One rule decides every symbol

Each Roman symbol is either additive or subtractive. The decision depends entirely on whether the next symbol represents a larger value.

lookahead comparison

For each symbol, peek at the next one. If the current value is strictly less than the next value, the current symbol is subtractive. Otherwise, it adds normally.

six subtractive pairs

Only six combinations trigger subtraction: IV (4), IX (9), XL (40), XC (90), CD (400), CM (900). All follow the same lookahead rule — no special-casing needed.

last symbol always adds

The final symbol has no successor to compare against. Without a larger value on its right, it can never participate in a subtractive pair — so it always contributes positively.


Algorithm

Scan, compare, accumulate

A single pass resolves every symbol.
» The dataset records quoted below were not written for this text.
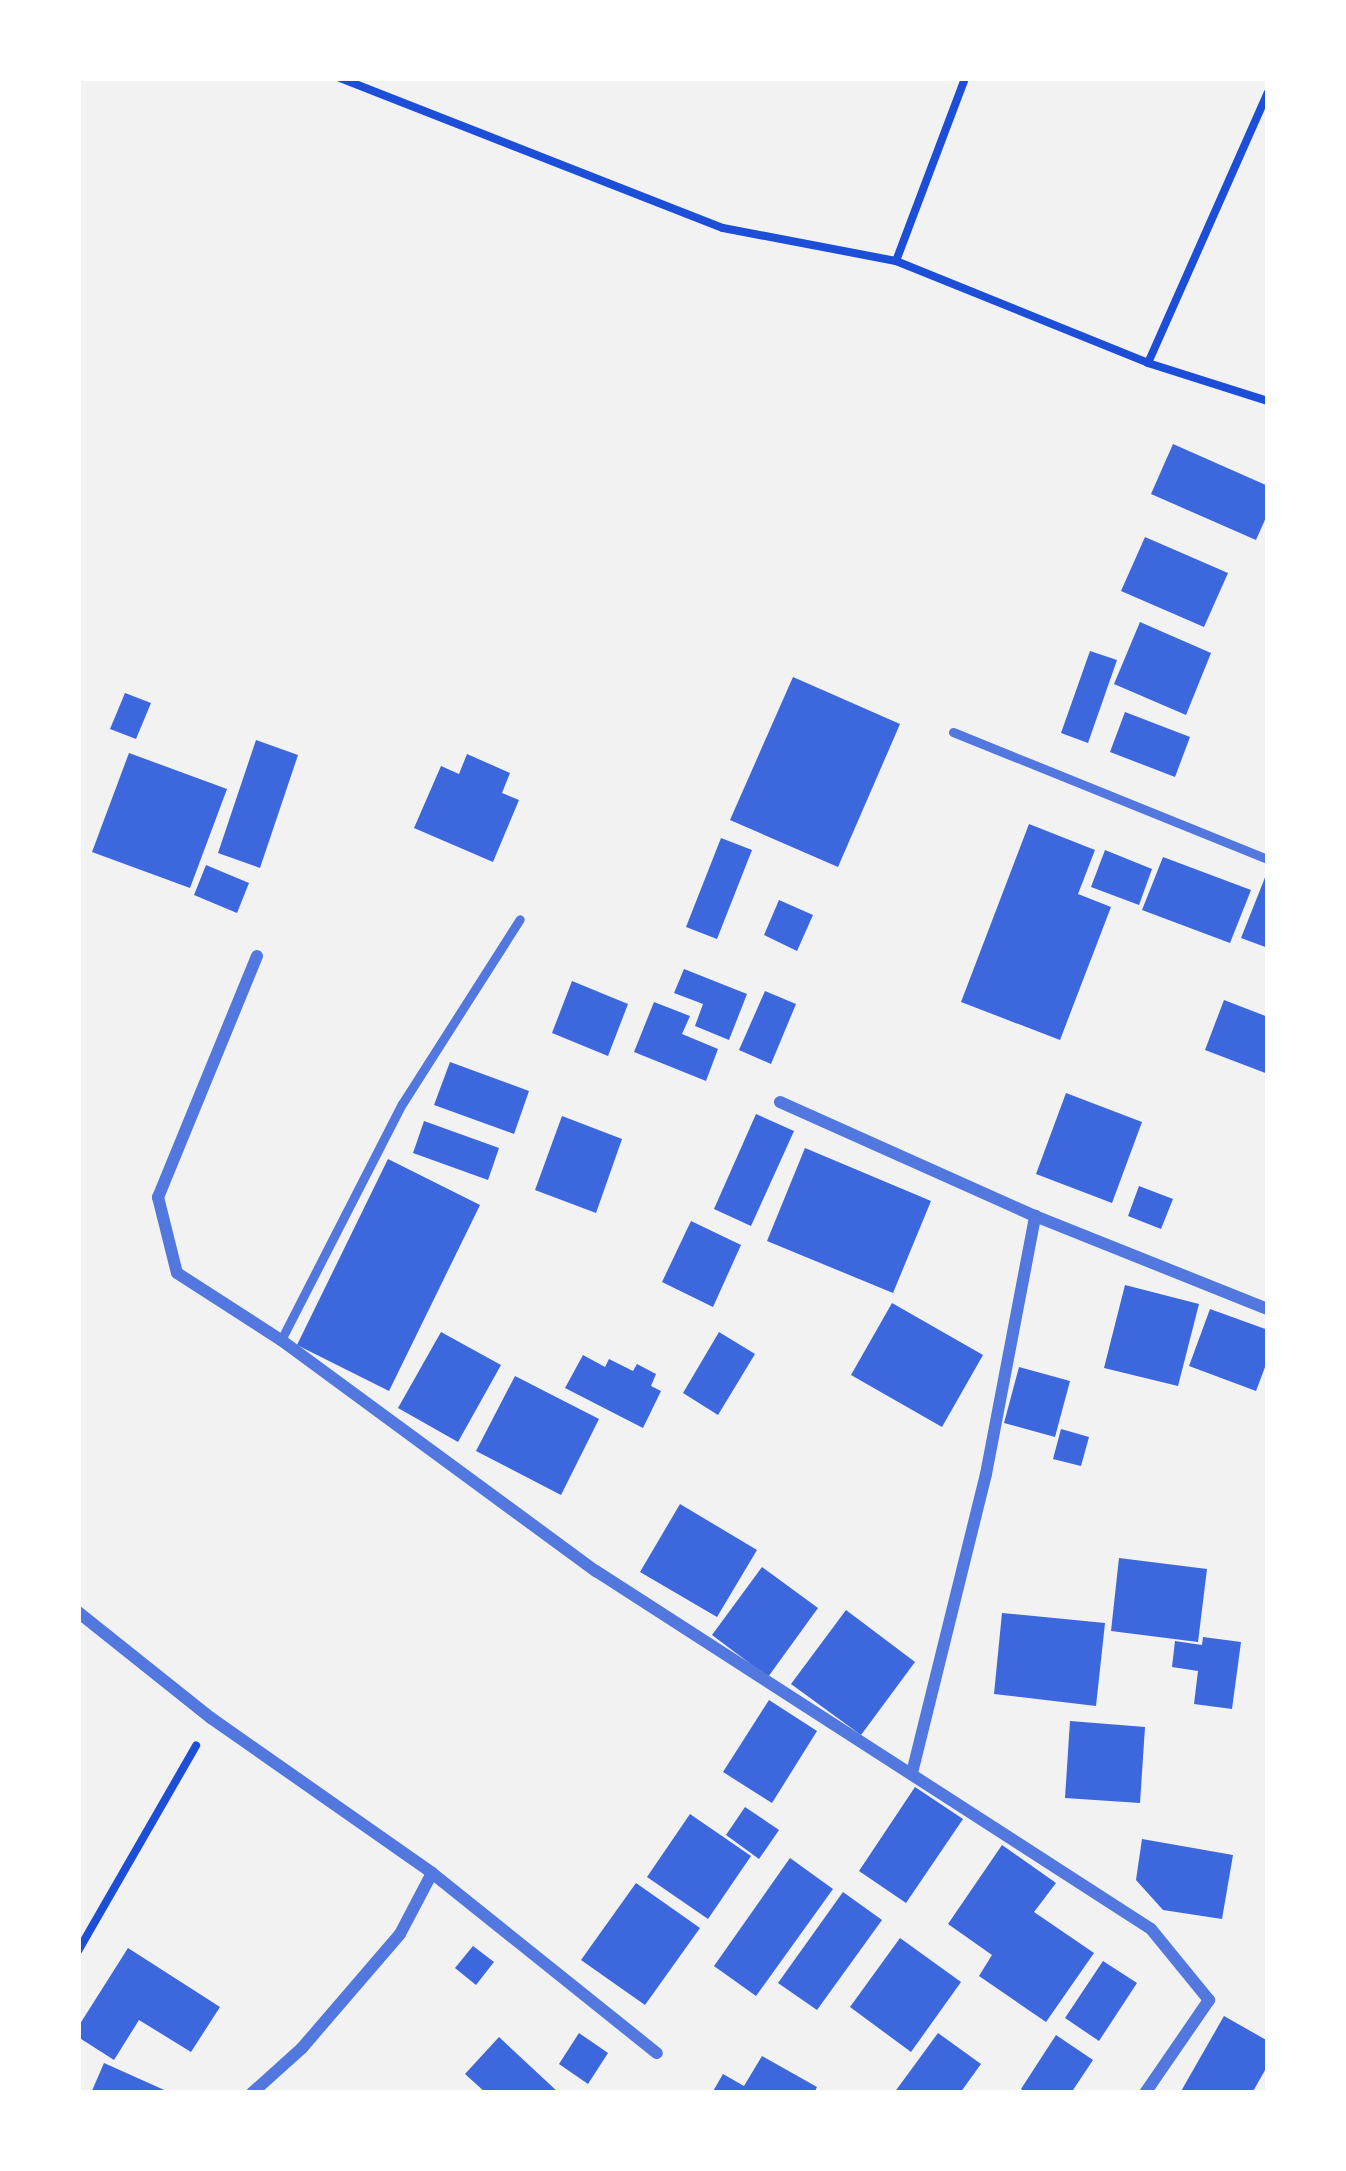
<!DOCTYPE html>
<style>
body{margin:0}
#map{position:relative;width:1346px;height:2171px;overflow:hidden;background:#f2f2f2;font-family:"Open Sans",sans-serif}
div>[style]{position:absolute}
.building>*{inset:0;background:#3d67dc}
.path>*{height:8px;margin:-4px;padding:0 4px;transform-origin:4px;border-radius:4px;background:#1d4ed8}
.service>*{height:9px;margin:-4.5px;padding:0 4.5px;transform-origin:4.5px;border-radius:4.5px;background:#5277de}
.minor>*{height:12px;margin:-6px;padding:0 6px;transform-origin:6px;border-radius:6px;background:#5277de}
span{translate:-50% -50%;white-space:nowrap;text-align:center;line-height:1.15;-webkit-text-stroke:9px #fff;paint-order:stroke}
.frame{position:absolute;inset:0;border:81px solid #fff;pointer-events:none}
</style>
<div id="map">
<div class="building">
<div style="clip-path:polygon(1173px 444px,1268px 486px,1268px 513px,1256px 540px,1151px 494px)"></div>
<div style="clip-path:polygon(1145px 537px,1228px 573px,1204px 627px,1121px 591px)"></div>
<div style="clip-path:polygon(1140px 622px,1211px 653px,1186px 715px,1114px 684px)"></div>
<div style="clip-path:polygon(1090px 651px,1117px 660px,1088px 743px,1061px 733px)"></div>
<div style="clip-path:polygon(793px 677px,900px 724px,838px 867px,730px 820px)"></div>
<div style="clip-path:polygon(125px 693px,151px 703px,136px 739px,110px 729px)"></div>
<div style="clip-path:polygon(1125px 712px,1190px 737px,1175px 777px,1110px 752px)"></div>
<div style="clip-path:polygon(256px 740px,298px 755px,260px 868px,218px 853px)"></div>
<div style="clip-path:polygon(129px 753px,227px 789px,190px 888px,92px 852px)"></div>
<div style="clip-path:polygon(467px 754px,510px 773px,502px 793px,519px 800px,493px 862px,414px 828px,441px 766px,459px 774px)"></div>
<div style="clip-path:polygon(1029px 824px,1095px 850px,1078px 894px,1111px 907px,1060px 1040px,961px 1002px)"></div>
<div style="clip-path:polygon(721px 838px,752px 850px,717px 939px,686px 927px)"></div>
<div style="clip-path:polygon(1105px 850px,1152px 869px,1139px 905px,1091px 887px)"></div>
<div style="clip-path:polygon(1163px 857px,1251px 890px,1230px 943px,1142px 910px)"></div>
<div style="clip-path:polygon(206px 865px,249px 883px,237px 913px,194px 895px)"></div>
<div style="clip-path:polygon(1268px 870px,1268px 948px,1241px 938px)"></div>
<div style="clip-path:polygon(779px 900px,813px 915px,797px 951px,764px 935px)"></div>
<div style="clip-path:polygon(684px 969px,747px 994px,729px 1040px,695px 1026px,703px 1004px,674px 993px)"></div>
<div style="clip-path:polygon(572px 981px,628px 1004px,608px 1056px,552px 1033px)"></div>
<div style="clip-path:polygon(765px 991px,796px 1004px,771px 1064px,739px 1050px)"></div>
<div style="clip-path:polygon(1224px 1000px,1268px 1017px,1268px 1074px,1205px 1050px)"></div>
<div style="clip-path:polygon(654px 1002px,690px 1016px,682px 1034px,718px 1049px,706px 1081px,634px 1052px)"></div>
<div style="clip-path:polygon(450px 1062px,529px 1091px,514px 1134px,434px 1105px)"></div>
<div style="clip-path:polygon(1066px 1093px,1142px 1122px,1112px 1203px,1036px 1174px)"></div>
<div style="clip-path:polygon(756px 1114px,794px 1131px,751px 1226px,714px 1209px)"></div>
<div style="clip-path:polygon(562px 1116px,622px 1139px,596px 1213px,535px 1190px)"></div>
<div style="clip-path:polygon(424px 1121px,499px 1148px,488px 1180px,413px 1153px)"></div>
<div style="clip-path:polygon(805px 1148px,931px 1201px,893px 1293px,767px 1241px)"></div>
<div style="clip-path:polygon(388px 1159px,480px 1205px,389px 1391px,297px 1345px)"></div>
<div style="clip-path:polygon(1139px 1186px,1173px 1199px,1161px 1229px,1128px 1216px)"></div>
<div style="clip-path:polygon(691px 1221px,741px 1245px,713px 1307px,662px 1282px)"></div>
<div style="clip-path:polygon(1125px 1285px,1199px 1304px,1178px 1386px,1104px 1368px)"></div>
<div style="clip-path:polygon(892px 1303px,983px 1355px,942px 1427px,851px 1375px)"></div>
<div style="clip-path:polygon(1210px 1309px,1268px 1330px,1268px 1359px,1256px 1391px,1189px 1366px)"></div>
<div style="clip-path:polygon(441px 1332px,501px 1365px,458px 1442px,398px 1408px)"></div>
<div style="clip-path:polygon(719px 1332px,755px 1354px,718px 1415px,683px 1393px)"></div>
<div style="clip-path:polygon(583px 1355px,605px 1367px,609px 1359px,633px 1371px,637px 1364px,656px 1374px,651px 1386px,661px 1391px,643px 1428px,565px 1388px)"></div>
<div style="clip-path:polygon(1019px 1367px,1070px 1381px,1055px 1437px,1004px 1423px)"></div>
<div style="clip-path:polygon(515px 1376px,599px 1419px,561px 1495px,476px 1451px)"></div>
<div style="clip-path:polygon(1061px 1429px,1089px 1437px,1081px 1466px,1053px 1459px)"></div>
<div style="clip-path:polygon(680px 1504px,757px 1550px,717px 1617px,640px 1572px)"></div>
<div style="clip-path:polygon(1119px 1558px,1207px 1569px,1198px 1642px,1111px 1631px)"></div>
<div style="clip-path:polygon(762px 1567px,818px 1608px,768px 1677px,712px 1635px)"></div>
<div style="clip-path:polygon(846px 1610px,915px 1662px,861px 1735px,791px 1684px)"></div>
<div style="clip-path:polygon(1002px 1613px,1105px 1623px,1096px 1706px,994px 1694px)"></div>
<div style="clip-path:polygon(1203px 1637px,1241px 1642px,1232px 1709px,1194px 1704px,1198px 1671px,1172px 1667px,1175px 1641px,1202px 1645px)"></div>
<div style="clip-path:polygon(769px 1700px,817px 1731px,772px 1803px,723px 1772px)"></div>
<div style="clip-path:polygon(1070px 1721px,1145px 1727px,1140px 1803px,1065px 1798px)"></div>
<div style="clip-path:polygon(915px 1787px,963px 1819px,906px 1903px,859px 1871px)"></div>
<div style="clip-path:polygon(745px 1807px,779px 1830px,759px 1859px,726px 1835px)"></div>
<div style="clip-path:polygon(690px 1814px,751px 1856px,708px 1919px,647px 1877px)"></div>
<div style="clip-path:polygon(1142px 1839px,1233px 1855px,1222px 1919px,1163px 1910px,1136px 1880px)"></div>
<div style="clip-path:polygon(1002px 1845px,1056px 1883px,1034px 1912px,1094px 1953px,1046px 2022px,979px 1976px,992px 1955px,948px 1924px)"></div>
<div style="clip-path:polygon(790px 1858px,833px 1889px,756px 1996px,714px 1966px)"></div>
<div style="clip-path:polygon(636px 1883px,700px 1928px,645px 2005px,581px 1960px)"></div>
<div style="clip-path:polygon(843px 1892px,882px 1920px,817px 2010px,778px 1983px)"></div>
<div style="clip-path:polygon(900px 1938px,961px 1982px,911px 2052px,850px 2007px)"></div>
<div style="clip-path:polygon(473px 1946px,494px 1962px,476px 1985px,455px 1968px)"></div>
<div style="clip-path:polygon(128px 1948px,220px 2007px,191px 2052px,139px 2020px,114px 2060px,78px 2037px,78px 2027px)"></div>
<div style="clip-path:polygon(1103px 1961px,1137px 1983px,1099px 2041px,1065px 2018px)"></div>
<div style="clip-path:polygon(1224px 2016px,1268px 2041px,1268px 2065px,1252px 2093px,1180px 2093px)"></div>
<div style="clip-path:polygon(579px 2033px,608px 2053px,588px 2084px,559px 2064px)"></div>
<div style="clip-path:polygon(938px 2033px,981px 2064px,960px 2093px,894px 2093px)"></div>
<div style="clip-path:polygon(1056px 2035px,1093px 2060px,1071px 2093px,1027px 2093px,1021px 2089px)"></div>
<div style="clip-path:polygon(499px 2037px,559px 2093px,486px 2093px,465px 2074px)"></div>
<div style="clip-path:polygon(762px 2056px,817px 2087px,814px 2093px,712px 2093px,723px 2074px,744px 2086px)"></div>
<div style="clip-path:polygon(104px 2063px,171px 2093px,91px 2093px)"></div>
</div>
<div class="path">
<div style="left:340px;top:78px;width:411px;rotate:21.4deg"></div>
<div style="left:723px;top:228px;width:176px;rotate:10.8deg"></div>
<div style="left:896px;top:261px;width:272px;rotate:22deg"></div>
<div style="left:1148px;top:363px;width:126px;rotate:17.6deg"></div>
<div style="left:896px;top:261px;width:196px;rotate:-69.3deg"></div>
<div style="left:1148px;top:363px;width:296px;rotate:-66.1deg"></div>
<div style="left:78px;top:1951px;width:237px;rotate:-60.1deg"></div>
</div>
<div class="service">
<div style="left:953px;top:732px;width:340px;rotate:22deg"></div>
<div style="left:281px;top:1340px;width:265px;rotate:-62.9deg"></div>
<div style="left:402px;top:1104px;width:219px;rotate:-57.5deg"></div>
</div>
<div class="minor">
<div style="left:257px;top:956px;width:261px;rotate:112.3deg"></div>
<div style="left:158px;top:1197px;width:78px;rotate:76deg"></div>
<div style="left:177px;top:1273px;width:124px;rotate:32.8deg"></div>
<div style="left:281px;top:1340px;width:391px;rotate:36.3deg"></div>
<div style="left:596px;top:1571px;width:660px;rotate:32.82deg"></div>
<div style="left:1151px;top:1929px;width:92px;rotate:50.8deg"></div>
<div style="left:1209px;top:2000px;width:113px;rotate:124.5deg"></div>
<div style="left:780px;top:1102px;width:279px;rotate:24.1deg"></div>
<div style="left:1035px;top:1216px;width:250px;rotate:21.8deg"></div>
<div style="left:78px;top:1612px;width:170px;rotate:38.6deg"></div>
<div style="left:211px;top:1718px;width:270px;rotate:35deg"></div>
<div style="left:432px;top:1873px;width:288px;rotate:38.7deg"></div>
<div style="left:912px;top:1773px;width:308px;rotate:-76.1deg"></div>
<div style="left:986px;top:1474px;width:263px;rotate:-79.2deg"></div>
<div style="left:252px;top:2093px;width:67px;rotate:-42deg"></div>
<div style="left:302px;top:2048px;width:150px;rotate:-49.3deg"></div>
<div style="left:400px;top:1934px;width:69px;rotate:-62.3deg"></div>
</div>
<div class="frame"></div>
</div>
No backtracking, no grouping, no pattern matching.

  1. 1

    Initialize total to zero

    The running total starts at 0. Each symbol will either increase or decrease it.

  2. 2

    For each symbol, get current and next values

    Map the current character to its integer value. If a next character exists, map it too; otherwise treat the next value as 0.

  3. 3

    Compare: subtract or add

    If current < next, subtract the current value from the total. Otherwise, add it. This single comparison handles all six subtractive pairs.

  4. 4

    Return the total

    After processing every symbol left to right, the total holds the integer equivalent of the Roman numeral.


Edge Cases

Where subtraction never fires

Some inputs have no subtractive pairs at all, while others are composed entirely of them.

Single symbol

A one-character string like V has no next symbol. The lookahead comparison never triggers subtraction — the symbol's value is the answer.

All identical symbols

Strings like III or XXX have every symbol equal to its successor. Equal values never trigger subtraction — every symbol adds.

All subtractive pairs

A numeral like CMXCIX (999) is composed entirely of subtractive pairs. Every odd-indexed symbol is larger than the one before it, creating an alternating subtract-add pattern throughout.